Instructions for the task: How many lines of the listing below contain "Piotto"? State the number alone.

○ ○ ○

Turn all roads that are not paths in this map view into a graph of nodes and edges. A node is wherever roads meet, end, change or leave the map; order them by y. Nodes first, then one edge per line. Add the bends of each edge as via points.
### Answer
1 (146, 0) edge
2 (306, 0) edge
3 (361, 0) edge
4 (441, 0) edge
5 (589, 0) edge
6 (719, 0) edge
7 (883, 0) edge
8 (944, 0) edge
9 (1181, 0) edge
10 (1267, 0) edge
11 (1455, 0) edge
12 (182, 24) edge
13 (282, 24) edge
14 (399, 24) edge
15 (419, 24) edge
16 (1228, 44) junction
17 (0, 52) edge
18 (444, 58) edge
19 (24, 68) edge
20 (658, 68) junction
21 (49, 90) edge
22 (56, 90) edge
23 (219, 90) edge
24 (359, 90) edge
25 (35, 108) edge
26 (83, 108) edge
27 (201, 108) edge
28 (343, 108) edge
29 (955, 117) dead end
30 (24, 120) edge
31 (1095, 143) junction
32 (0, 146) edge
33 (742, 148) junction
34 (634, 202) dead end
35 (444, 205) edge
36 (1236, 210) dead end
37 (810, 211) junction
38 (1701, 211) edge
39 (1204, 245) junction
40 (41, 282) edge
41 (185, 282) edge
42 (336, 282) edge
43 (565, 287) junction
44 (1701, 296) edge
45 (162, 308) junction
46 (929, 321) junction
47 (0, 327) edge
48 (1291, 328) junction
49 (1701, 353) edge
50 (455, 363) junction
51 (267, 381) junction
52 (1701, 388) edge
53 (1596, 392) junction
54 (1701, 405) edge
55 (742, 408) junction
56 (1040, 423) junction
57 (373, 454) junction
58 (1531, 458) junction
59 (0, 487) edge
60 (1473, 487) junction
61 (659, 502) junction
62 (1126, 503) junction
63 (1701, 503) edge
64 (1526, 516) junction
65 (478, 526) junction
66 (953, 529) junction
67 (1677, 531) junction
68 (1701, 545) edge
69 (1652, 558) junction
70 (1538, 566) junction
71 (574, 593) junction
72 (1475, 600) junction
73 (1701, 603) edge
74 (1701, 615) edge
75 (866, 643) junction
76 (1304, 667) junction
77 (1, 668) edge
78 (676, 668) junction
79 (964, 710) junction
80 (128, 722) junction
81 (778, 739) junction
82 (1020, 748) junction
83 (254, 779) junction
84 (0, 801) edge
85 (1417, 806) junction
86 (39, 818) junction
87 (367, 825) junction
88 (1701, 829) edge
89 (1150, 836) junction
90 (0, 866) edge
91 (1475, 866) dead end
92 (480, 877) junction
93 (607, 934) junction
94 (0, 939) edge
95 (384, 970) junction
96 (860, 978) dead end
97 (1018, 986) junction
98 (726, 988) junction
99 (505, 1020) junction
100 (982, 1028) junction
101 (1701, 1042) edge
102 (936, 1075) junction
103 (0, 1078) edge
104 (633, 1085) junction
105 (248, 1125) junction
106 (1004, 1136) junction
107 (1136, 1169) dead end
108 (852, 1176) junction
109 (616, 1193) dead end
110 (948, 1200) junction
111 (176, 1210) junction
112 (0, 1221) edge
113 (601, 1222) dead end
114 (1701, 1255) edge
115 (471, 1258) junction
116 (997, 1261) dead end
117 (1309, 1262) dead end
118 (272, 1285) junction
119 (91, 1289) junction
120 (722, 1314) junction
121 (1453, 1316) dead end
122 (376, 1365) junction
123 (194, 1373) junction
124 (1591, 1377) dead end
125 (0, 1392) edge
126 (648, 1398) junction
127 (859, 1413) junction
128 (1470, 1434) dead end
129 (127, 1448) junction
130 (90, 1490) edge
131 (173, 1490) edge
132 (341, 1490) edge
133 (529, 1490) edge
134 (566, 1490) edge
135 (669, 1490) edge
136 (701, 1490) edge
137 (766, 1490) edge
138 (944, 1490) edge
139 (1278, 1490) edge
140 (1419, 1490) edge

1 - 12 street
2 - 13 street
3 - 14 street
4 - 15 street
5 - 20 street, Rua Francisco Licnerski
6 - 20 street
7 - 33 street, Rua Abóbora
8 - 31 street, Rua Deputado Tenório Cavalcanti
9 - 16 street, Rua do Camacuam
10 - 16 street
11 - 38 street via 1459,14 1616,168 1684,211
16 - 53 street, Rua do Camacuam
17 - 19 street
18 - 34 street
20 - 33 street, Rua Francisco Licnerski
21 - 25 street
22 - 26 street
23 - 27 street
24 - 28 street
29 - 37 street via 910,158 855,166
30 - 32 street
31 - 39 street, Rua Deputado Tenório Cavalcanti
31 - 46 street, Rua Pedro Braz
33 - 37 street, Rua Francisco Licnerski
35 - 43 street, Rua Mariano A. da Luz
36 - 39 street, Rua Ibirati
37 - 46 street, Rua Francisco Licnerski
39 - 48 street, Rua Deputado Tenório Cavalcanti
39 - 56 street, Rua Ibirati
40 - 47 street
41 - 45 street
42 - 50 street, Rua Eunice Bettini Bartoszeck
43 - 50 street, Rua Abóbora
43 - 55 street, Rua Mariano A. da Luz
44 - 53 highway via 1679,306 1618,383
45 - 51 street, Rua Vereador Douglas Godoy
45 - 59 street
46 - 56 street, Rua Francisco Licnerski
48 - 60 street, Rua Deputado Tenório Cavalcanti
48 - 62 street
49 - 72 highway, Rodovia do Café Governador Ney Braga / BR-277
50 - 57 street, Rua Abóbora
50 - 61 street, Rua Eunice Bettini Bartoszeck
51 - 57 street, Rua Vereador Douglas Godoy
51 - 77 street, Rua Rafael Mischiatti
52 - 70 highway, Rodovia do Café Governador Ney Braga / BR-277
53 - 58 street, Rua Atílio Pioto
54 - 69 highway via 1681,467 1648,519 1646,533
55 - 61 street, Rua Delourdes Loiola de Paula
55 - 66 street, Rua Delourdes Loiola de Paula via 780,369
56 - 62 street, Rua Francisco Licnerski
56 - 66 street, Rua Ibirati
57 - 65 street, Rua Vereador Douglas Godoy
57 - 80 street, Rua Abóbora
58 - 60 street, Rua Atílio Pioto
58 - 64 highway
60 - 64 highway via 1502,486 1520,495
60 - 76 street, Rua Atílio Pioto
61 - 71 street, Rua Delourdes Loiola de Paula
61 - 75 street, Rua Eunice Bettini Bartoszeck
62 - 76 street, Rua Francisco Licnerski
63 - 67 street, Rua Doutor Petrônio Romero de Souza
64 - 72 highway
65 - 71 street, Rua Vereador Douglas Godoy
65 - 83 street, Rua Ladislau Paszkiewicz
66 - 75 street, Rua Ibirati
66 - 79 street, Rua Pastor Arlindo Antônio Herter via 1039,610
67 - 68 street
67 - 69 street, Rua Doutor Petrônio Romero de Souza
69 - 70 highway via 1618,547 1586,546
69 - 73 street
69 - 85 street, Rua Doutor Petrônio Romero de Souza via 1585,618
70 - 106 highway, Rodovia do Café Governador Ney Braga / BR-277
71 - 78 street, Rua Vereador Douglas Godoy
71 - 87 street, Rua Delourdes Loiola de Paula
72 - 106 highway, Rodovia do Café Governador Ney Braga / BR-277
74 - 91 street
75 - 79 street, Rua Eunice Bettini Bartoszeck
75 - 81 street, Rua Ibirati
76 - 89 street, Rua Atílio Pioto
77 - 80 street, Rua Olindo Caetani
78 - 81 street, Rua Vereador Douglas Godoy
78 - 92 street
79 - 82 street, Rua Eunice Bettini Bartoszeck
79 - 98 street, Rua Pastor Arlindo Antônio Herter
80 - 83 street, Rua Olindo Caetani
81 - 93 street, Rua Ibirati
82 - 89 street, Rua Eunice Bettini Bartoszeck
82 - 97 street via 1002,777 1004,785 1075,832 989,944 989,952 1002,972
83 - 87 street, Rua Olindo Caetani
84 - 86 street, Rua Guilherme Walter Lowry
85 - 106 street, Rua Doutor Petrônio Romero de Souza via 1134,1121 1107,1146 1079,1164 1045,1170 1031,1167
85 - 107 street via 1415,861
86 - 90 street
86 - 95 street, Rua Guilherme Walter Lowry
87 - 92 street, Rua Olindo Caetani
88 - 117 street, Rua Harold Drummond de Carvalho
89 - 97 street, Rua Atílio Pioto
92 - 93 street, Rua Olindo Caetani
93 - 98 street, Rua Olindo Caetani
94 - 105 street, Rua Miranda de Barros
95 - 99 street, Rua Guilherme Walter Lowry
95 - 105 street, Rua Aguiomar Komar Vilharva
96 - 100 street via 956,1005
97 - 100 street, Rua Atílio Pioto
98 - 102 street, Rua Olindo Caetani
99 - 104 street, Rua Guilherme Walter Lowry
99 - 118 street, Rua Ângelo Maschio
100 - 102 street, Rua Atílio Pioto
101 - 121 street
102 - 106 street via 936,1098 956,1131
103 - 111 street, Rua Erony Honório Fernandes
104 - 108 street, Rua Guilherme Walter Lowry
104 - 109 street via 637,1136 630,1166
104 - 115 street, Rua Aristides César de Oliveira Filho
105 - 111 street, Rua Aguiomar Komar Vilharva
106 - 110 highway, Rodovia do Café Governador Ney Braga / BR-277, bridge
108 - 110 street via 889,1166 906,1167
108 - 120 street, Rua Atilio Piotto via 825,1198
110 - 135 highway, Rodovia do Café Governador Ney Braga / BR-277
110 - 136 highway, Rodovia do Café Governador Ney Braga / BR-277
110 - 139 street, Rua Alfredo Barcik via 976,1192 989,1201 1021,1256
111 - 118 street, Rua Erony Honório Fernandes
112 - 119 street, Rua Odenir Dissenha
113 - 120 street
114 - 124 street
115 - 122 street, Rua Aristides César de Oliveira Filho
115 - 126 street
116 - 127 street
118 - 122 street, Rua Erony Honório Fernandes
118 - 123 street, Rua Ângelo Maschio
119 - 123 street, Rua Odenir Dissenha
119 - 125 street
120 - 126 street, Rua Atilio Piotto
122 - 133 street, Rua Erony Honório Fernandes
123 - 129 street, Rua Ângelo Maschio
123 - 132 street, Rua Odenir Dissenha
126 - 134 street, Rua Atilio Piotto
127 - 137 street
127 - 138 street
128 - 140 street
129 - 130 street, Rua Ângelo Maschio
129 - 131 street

○ ○ ○

Solved exercise: 3